Today, the Federal Energy Regulatory Commission (FERC) issued a notice of proposed rulemaking (NOPR) detailing the proposed interconnection reforms the Commission would like to adopt in order to clear interconnection backlogs and speed clean energy deployment.
The proposed rules closely follow joint recommendations that SEIA and its partners submitted in February 2022 on interconnection reform. SEIA recently explained and expanded on these comments in an interconnection white paper it released earlier this week.
FERC revealed a number of meaningful proposals, including:
- Firm deadlines for utilities conducting interconnection studies;
- New interconnection study processes that will simultaneously study the impact of a number of projects trying to connect to the grid, also known as a standard cluster study;
- Studies based on actual operating conditions for renewable energy generators; and
- Transparent and standard affected systems study processes.
Following is a statement from Ben Norris, senior director of regulatory affairs at SEIA on the development:
“We are excited to see the Federal Energy Regulatory Commission (FERC) take bold action to clear interconnection queues across the country, which have swelled to more than a terawatt of generation and storage projects. SEIA has long advocated for changes to the interconnection process, and we are pleased to see that FERC followed many of SEIA’s recommendations.
“Interconnection challenges have been simmering below the surface for years and remain one of the biggest impediments to meeting our state and federal clean energy goals today. We commend FERC for putting this issue front and center and taking action before it’s too late.
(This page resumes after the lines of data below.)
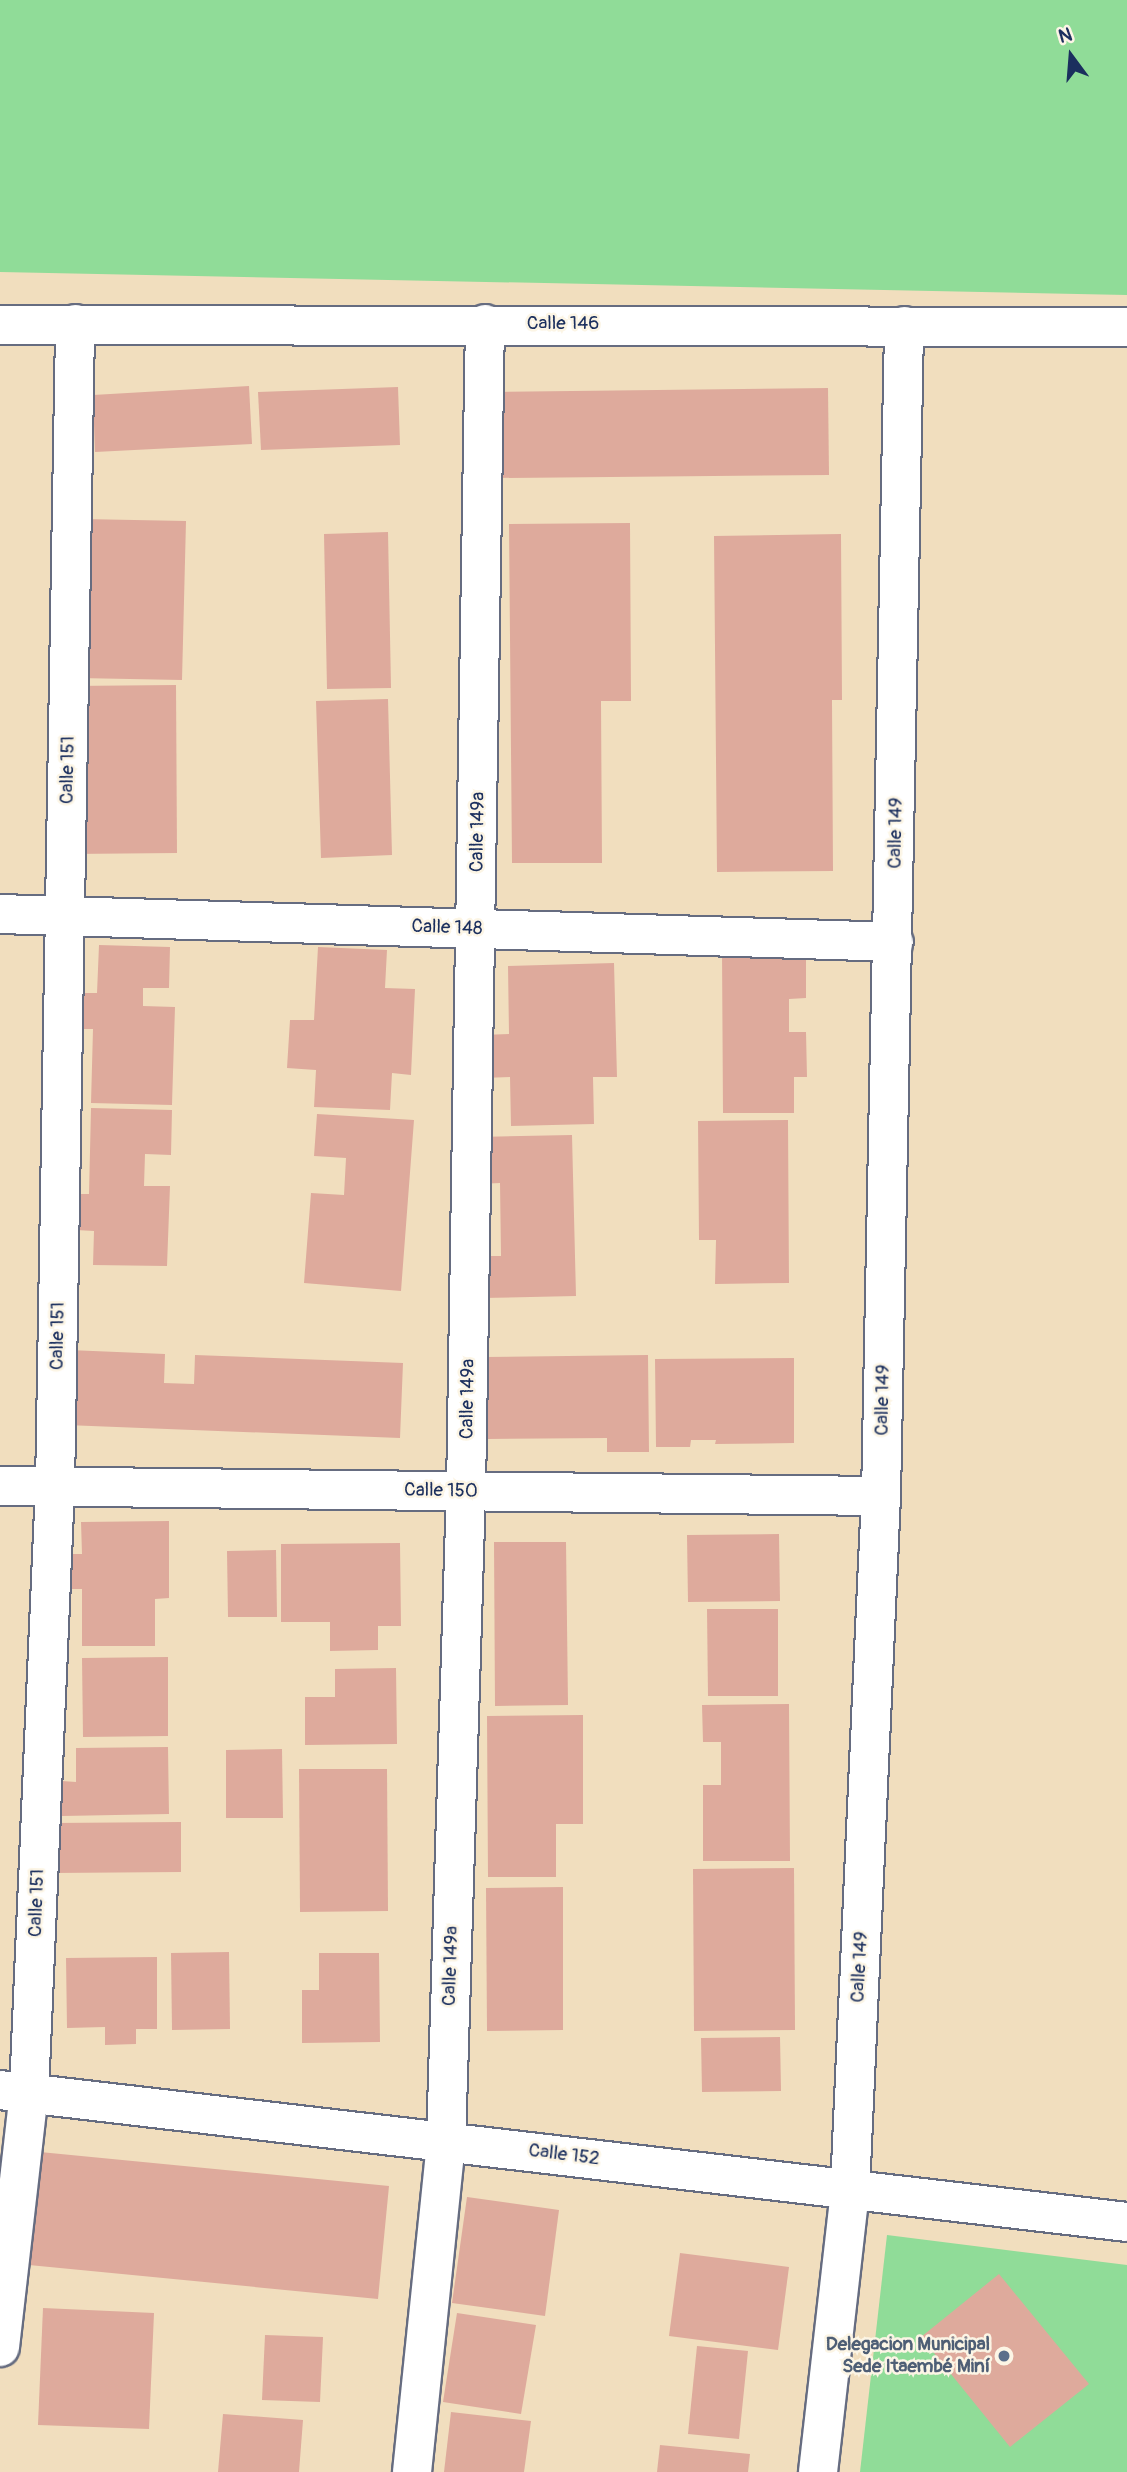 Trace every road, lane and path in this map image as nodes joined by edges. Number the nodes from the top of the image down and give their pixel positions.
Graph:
1 (75, 324) junction
2 (485, 324) junction
3 (0, 325) edge
4 (904, 326) junction
5 (1127, 327) edge
6 (0, 914) edge
7 (66, 916) junction
8 (476, 929) junction
9 (894, 942) junction
10 (0, 1486) edge
11 (55, 1487) junction
12 (466, 1491) junction
13 (881, 1496) junction
14 (14, 2091) edge
15 (446, 2141) junction
16 (850, 2189) junction
17 (1127, 2221) edge
18 (0, 2347) edge
19 (412, 2472) edge
20 (818, 2472) edge

1 - 2 street, Calle 146
1 - 3 street, Calle 146
1 - 7 street, Calle 151
2 - 4 street, Calle 146
2 - 8 street, Calle 149a
4 - 5 street, Calle 146
4 - 9 street, Calle 149
6 - 7 street, Calle 148
7 - 8 street, Calle 148
7 - 11 street, Calle 151
8 - 9 street, Calle 148
8 - 12 street, Calle 149a
9 - 13 street, Calle 149
10 - 11 street, Calle 150
11 - 12 street, Calle 150
11 - 14 street, Calle 151
12 - 13 street, Calle 150
12 - 15 street, Calle 149a
13 - 16 street, Calle 149
14 - 15 street, Calle 152
14 - 18 street, Calle 151
15 - 16 street, Calle 152
15 - 19 street, Calle 149a
16 - 17 street, Calle 152
16 - 20 street, Calle 149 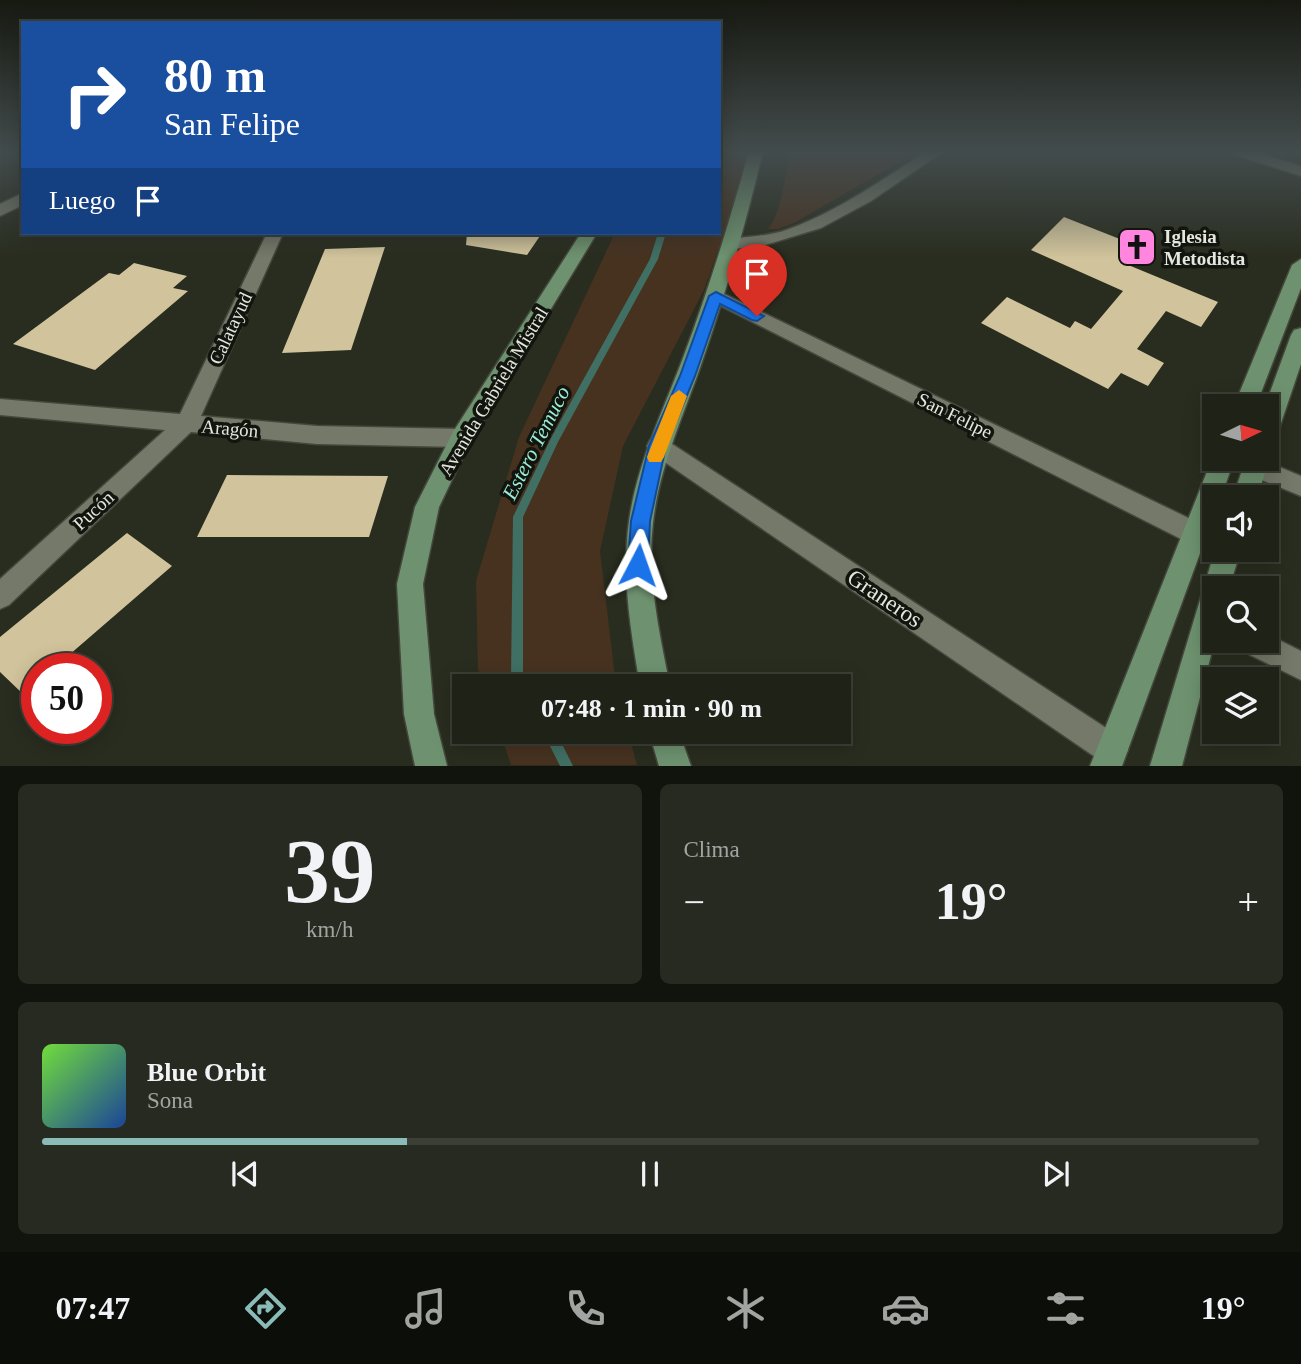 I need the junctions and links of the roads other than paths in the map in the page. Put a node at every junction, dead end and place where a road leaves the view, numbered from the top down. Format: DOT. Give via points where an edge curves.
graph roads {
  1 [pos="747,187"];
  2 [pos="879,187"];
  3 [pos="21,199"];
  4 [pos="0,211"];
  5 [pos="274,235"];
  6 [pos="588,235"];
  7 [pos="733,244"];
  8 [pos="1301,265"];
  9 [pos="716,296"];
  10 [pos="1301,335"];
  11 [pos="1250,394"];
  12 [pos="1279,398"];
  13 [pos="0,407"];
  14 [pos="186,424"];
  15 [pos="461,438"];
  16 [pos="658,446"];
  17 [pos="1219,471"];
  18 [pos="1272,471"];
  19 [pos="1301,486"];
  20 [pos="1194,533"];
  21 [pos="0,596"];
  22 [pos="1202,642"];
  23 [pos="1276,653"];
  24 [pos="1301,666"];
  25 [pos="653,674"];
  26 [pos="668,744"];
  27 [pos="1109,758"];
  28 [pos="431,765"];
  29 [pos="675,765"];
  30 [pos="1166,765"];
  1 -- 7 [label="main road"];
  2 -- 7 [label="street" via="821,223 788,237"];
  3 -- 4 [label="street"];
  5 -- 14 [label="street, Calatayud"];
  6 -- 15 [label="main road, Avenida Gabriela Mistral"];
  7 -- 9 [label="main road"];
  8 -- 11 [label="main road"];
  9 -- 16 [label="main road"];
  9 -- 20 [label="street, San Felipe"];
  10 -- 12 [label="main road"];
  13 -- 14 [label="street, Aragón"];
  14 -- 15 [label="street, Aragón" via="317,435"];
  14 -- 21 [label="street, Pucón"];
  15 -- 28 [label="main road, Avenida Gabriela Mistral" via="427,507 410,584 419,714"];
  16 -- 25 [label="main road" via="641,521 638,565"];
  16 -- 27 [label="street, Graneros"];
  17 -- 20 [label="main road"];
  18 -- 19 [label="street"];
  20 -- 27 [label="main road"];
  22 -- 30 [label="main road"];
  23 -- 24 [label="street"];
  26 -- 29 [label="main road"];
}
“The most significant part of these reforms is the built-in accountability for utilities. For years, utilities have been dragging their feet on interconnection, and this rulemaking would implement deadlines for completing interconnection studies and create penalties for utility inaction. This will add more predictability and transparency to the process, and greatly speed review times. We also believe that the cluster studies, affected system study changes, and a more realistic look at operating conditions for renewable energy generators will significantly improve the interconnection process.
“All of these proposed reforms are a significant step forward and will help to greatly improve efficiency and reduce application withdrawals. They will also help to reduce overall project costs and keep lowering the costs of affordable clean energy.
“We look forward to supporting these recommendations and continuing to work with FERC on the many opportunities they have to improve both distribution and transmission level interconnection,” he continued.